**TASK INSTRUCTIONS:** Take the data below and write it out exactly, except for the pictures.

**STUDY MATERIAL:**
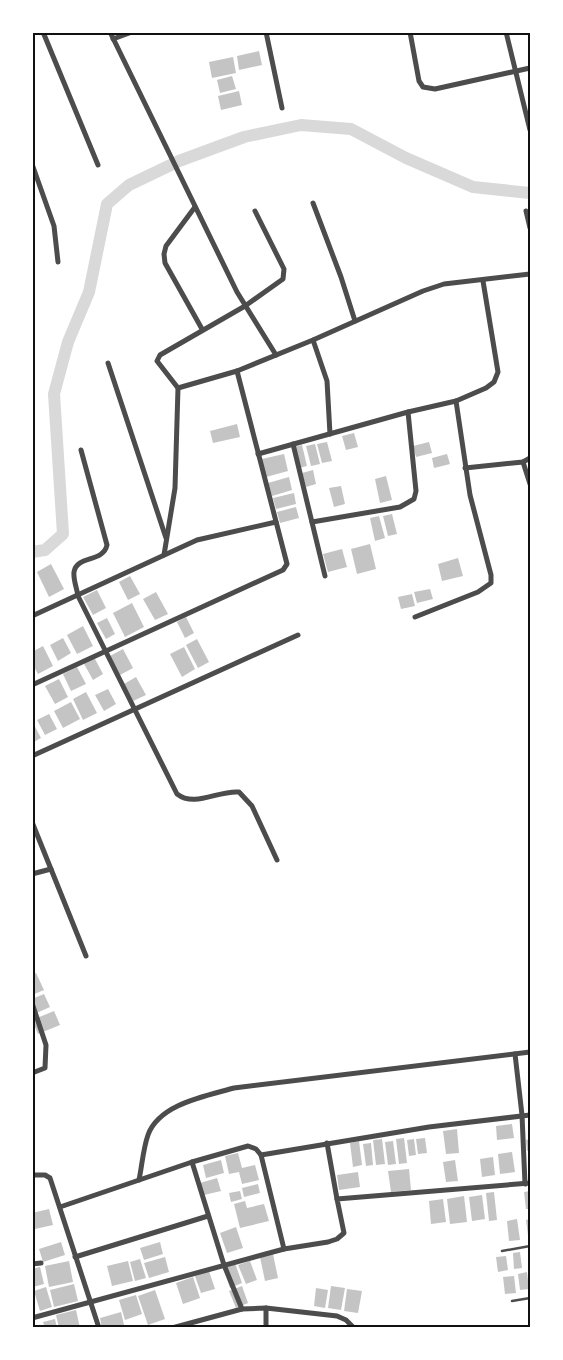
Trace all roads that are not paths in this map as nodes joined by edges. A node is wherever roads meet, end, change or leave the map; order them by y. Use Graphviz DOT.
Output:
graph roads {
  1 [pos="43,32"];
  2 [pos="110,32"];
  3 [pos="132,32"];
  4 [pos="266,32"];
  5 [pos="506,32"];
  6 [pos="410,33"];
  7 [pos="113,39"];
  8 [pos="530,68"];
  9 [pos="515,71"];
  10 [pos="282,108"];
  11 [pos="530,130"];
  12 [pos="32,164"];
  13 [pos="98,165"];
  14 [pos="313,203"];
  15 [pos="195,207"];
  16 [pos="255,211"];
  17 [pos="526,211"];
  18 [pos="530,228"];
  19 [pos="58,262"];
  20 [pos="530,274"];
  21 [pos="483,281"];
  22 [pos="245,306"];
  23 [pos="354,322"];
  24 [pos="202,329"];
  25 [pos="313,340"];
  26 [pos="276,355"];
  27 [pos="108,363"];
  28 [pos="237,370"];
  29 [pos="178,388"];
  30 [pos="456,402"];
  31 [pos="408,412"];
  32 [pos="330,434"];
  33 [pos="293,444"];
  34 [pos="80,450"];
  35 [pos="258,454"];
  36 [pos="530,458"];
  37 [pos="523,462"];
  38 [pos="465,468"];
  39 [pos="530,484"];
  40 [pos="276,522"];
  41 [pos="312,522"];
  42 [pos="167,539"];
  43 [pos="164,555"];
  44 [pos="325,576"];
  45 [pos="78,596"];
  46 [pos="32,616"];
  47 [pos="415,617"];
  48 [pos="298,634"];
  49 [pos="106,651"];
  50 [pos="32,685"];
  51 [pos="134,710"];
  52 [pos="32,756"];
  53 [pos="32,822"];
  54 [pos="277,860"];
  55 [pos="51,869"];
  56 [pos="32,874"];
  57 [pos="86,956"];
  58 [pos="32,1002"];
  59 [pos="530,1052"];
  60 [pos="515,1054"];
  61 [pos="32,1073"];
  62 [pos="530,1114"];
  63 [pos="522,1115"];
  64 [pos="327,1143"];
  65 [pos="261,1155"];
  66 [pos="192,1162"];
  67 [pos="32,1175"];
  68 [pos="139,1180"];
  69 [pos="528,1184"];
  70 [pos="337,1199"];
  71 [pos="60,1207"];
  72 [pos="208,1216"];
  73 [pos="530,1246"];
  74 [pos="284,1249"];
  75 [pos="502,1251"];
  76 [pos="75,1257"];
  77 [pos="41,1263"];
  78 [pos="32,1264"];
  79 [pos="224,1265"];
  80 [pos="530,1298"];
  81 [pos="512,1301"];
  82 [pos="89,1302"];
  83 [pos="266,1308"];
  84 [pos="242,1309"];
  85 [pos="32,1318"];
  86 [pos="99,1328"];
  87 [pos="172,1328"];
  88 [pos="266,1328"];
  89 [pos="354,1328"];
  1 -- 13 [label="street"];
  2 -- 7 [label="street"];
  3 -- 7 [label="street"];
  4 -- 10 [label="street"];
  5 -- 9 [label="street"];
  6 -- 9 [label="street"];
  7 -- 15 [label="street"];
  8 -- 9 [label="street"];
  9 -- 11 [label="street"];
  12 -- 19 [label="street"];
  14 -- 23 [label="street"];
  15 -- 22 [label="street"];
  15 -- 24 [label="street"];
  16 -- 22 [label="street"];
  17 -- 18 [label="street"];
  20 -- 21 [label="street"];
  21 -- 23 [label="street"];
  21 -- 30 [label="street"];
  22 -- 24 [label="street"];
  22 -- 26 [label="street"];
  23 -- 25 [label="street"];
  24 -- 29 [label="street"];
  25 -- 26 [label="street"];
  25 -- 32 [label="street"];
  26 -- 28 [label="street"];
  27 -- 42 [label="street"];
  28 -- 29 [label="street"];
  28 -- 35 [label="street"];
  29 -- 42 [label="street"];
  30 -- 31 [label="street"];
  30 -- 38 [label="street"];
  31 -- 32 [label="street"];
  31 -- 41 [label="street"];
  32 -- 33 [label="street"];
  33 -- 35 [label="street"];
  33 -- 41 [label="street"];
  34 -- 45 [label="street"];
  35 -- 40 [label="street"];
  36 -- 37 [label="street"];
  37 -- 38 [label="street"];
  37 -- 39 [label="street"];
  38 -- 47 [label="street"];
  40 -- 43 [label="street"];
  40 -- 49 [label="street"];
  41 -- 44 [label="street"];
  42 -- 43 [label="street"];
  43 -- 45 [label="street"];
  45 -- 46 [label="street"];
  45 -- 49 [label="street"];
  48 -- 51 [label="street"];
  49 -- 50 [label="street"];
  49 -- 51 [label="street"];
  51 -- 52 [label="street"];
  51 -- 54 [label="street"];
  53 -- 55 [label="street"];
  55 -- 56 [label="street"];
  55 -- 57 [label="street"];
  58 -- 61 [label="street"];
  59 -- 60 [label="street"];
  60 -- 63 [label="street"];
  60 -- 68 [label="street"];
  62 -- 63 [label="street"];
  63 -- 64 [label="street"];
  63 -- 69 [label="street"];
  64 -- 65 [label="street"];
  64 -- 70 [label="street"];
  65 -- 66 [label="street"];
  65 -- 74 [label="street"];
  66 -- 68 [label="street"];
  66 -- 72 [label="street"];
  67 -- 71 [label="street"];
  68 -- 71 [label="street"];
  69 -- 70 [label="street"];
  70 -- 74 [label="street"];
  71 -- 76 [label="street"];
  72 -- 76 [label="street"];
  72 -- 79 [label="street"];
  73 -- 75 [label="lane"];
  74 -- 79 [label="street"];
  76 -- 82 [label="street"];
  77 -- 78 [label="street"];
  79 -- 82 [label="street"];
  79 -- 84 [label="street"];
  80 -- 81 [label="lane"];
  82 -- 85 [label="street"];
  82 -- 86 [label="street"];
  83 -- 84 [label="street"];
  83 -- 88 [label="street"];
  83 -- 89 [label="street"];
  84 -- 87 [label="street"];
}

**WRITTEN ANSWER:**
Trace all roads that are not paths in this map as nodes joined by edges. A node is wherever roads meet, end, change or leave the map; order them by y. Use Graphviz DOT.
Output:
graph roads {
  1 [pos="43,32"];
  2 [pos="110,32"];
  3 [pos="132,32"];
  4 [pos="266,32"];
  5 [pos="506,32"];
  6 [pos="410,33"];
  7 [pos="113,39"];
  8 [pos="530,68"];
  9 [pos="515,71"];
  10 [pos="282,108"];
  11 [pos="530,130"];
  12 [pos="32,164"];
  13 [pos="98,165"];
  14 [pos="313,203"];
  15 [pos="195,207"];
  16 [pos="255,211"];
  17 [pos="526,211"];
  18 [pos="530,228"];
  19 [pos="58,262"];
  20 [pos="530,274"];
  21 [pos="483,281"];
  22 [pos="245,306"];
  23 [pos="354,322"];
  24 [pos="202,329"];
  25 [pos="313,340"];
  26 [pos="276,355"];
  27 [pos="108,363"];
  28 [pos="237,370"];
  29 [pos="178,388"];
  30 [pos="456,402"];
  31 [pos="408,412"];
  32 [pos="330,434"];
  33 [pos="293,444"];
  34 [pos="80,450"];
  35 [pos="258,454"];
  36 [pos="530,458"];
  37 [pos="523,462"];
  38 [pos="465,468"];
  39 [pos="530,484"];
  40 [pos="276,522"];
  41 [pos="312,522"];
  42 [pos="167,539"];
  43 [pos="164,555"];
  44 [pos="325,576"];
  45 [pos="78,596"];
  46 [pos="32,616"];
  47 [pos="415,617"];
  48 [pos="298,634"];
  49 [pos="106,651"];
  50 [pos="32,685"];
  51 [pos="134,710"];
  52 [pos="32,756"];
  53 [pos="32,822"];
  54 [pos="277,860"];
  55 [pos="51,869"];
  56 [pos="32,874"];
  57 [pos="86,956"];
  58 [pos="32,1002"];
  59 [pos="530,1052"];
  60 [pos="515,1054"];
  61 [pos="32,1073"];
  62 [pos="530,1114"];
  63 [pos="522,1115"];
  64 [pos="327,1143"];
  65 [pos="261,1155"];
  66 [pos="192,1162"];
  67 [pos="32,1175"];
  68 [pos="139,1180"];
  69 [pos="528,1184"];
  70 [pos="337,1199"];
  71 [pos="60,1207"];
  72 [pos="208,1216"];
  73 [pos="530,1246"];
  74 [pos="284,1249"];
  75 [pos="502,1251"];
  76 [pos="75,1257"];
  77 [pos="41,1263"];
  78 [pos="32,1264"];
  79 [pos="224,1265"];
  80 [pos="530,1298"];
  81 [pos="512,1301"];
  82 [pos="89,1302"];
  83 [pos="266,1308"];
  84 [pos="242,1309"];
  85 [pos="32,1318"];
  86 [pos="99,1328"];
  87 [pos="172,1328"];
  88 [pos="266,1328"];
  89 [pos="354,1328"];
  1 -- 13 [label="street"];
  2 -- 7 [label="street"];
  3 -- 7 [label="street"];
  4 -- 10 [label="street"];
  5 -- 9 [label="street"];
  6 -- 9 [label="street"];
  7 -- 15 [label="street"];
  8 -- 9 [label="street"];
  9 -- 11 [label="street"];
  12 -- 19 [label="street"];
  14 -- 23 [label="street"];
  15 -- 22 [label="street"];
  15 -- 24 [label="street"];
  16 -- 22 [label="street"];
  17 -- 18 [label="street"];
  20 -- 21 [label="street"];
  21 -- 23 [label="street"];
  21 -- 30 [label="street"];
  22 -- 24 [label="street"];
  22 -- 26 [label="street"];
  23 -- 25 [label="street"];
  24 -- 29 [label="street"];
  25 -- 26 [label="street"];
  25 -- 32 [label="street"];
  26 -- 28 [label="street"];
  27 -- 42 [label="street"];
  28 -- 29 [label="street"];
  28 -- 35 [label="street"];
  29 -- 42 [label="street"];
  30 -- 31 [label="street"];
  30 -- 38 [label="street"];
  31 -- 32 [label="street"];
  31 -- 41 [label="street"];
  32 -- 33 [label="street"];
  33 -- 35 [label="street"];
  33 -- 41 [label="street"];
  34 -- 45 [label="street"];
  35 -- 40 [label="street"];
  36 -- 37 [label="street"];
  37 -- 38 [label="street"];
  37 -- 39 [label="street"];
  38 -- 47 [label="street"];
  40 -- 43 [label="street"];
  40 -- 49 [label="street"];
  41 -- 44 [label="street"];
  42 -- 43 [label="street"];
  43 -- 45 [label="street"];
  45 -- 46 [label="street"];
  45 -- 49 [label="street"];
  48 -- 51 [label="street"];
  49 -- 50 [label="street"];
  49 -- 51 [label="street"];
  51 -- 52 [label="street"];
  51 -- 54 [label="street"];
  53 -- 55 [label="street"];
  55 -- 56 [label="street"];
  55 -- 57 [label="street"];
  58 -- 61 [label="street"];
  59 -- 60 [label="street"];
  60 -- 63 [label="street"];
  60 -- 68 [label="street"];
  62 -- 63 [label="street"];
  63 -- 64 [label="street"];
  63 -- 69 [label="street"];
  64 -- 65 [label="street"];
  64 -- 70 [label="street"];
  65 -- 66 [label="street"];
  65 -- 74 [label="street"];
  66 -- 68 [label="street"];
  66 -- 72 [label="street"];
  67 -- 71 [label="street"];
  68 -- 71 [label="street"];
  69 -- 70 [label="street"];
  70 -- 74 [label="street"];
  71 -- 76 [label="street"];
  72 -- 76 [label="street"];
  72 -- 79 [label="street"];
  73 -- 75 [label="lane"];
  74 -- 79 [label="street"];
  76 -- 82 [label="street"];
  77 -- 78 [label="street"];
  79 -- 82 [label="street"];
  79 -- 84 [label="street"];
  80 -- 81 [label="lane"];
  82 -- 85 [label="street"];
  82 -- 86 [label="street"];
  83 -- 84 [label="street"];
  83 -- 88 [label="street"];
  83 -- 89 [label="street"];
  84 -- 87 [label="street"];
}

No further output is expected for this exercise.